_Problem to solve_
When the string "Alessandro" is part of a line in the data below, report the whole line.

_Given data_
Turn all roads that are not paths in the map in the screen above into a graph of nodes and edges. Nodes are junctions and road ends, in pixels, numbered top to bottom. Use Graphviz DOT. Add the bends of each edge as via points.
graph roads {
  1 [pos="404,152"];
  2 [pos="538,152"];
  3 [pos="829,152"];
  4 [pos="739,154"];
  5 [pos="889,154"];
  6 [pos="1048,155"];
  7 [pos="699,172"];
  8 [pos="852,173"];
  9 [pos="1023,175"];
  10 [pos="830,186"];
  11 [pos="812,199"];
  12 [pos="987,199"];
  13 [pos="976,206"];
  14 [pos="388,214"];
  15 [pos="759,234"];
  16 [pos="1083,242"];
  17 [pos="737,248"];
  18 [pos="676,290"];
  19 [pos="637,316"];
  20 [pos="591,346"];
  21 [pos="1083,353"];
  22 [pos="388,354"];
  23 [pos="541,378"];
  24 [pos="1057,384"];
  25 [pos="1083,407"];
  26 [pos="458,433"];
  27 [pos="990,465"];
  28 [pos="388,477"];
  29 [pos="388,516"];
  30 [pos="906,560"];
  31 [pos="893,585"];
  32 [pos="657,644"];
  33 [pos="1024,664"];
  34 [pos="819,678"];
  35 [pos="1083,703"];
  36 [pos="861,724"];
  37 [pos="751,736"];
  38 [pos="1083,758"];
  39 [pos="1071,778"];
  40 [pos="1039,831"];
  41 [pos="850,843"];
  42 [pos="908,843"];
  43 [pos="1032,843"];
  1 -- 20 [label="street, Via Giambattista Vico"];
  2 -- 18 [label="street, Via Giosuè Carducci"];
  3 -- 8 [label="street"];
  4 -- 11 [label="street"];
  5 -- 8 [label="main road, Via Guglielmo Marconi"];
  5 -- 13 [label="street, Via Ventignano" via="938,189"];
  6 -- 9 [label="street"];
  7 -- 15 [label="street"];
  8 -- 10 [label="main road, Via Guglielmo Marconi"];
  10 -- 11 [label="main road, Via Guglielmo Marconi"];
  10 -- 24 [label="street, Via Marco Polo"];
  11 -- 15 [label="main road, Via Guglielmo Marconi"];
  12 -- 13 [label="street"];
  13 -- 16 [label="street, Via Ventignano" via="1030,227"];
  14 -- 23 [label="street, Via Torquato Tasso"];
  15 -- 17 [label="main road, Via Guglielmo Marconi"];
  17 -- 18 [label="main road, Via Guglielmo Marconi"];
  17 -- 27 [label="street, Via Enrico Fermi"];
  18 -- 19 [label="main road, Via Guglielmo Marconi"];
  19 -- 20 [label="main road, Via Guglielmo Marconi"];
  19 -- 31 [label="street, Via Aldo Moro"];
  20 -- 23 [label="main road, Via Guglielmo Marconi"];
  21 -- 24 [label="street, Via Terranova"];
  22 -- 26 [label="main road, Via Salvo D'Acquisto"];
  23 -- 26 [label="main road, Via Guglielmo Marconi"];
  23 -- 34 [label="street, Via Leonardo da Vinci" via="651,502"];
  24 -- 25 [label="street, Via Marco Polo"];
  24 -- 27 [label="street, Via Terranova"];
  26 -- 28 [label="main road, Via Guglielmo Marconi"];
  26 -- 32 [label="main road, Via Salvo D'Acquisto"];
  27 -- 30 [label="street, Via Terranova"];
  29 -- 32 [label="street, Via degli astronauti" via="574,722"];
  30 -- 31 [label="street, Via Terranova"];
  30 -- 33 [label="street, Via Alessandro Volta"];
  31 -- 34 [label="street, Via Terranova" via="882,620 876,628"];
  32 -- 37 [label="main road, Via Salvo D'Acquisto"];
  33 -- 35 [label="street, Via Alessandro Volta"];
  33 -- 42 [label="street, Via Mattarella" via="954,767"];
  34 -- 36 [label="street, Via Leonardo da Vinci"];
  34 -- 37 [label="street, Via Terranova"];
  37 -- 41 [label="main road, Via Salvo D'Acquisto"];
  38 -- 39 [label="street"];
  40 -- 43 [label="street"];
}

_Task answer_
  30 -- 33 [label="street, Via Alessandro Volta"];
  33 -- 35 [label="street, Via Alessandro Volta"];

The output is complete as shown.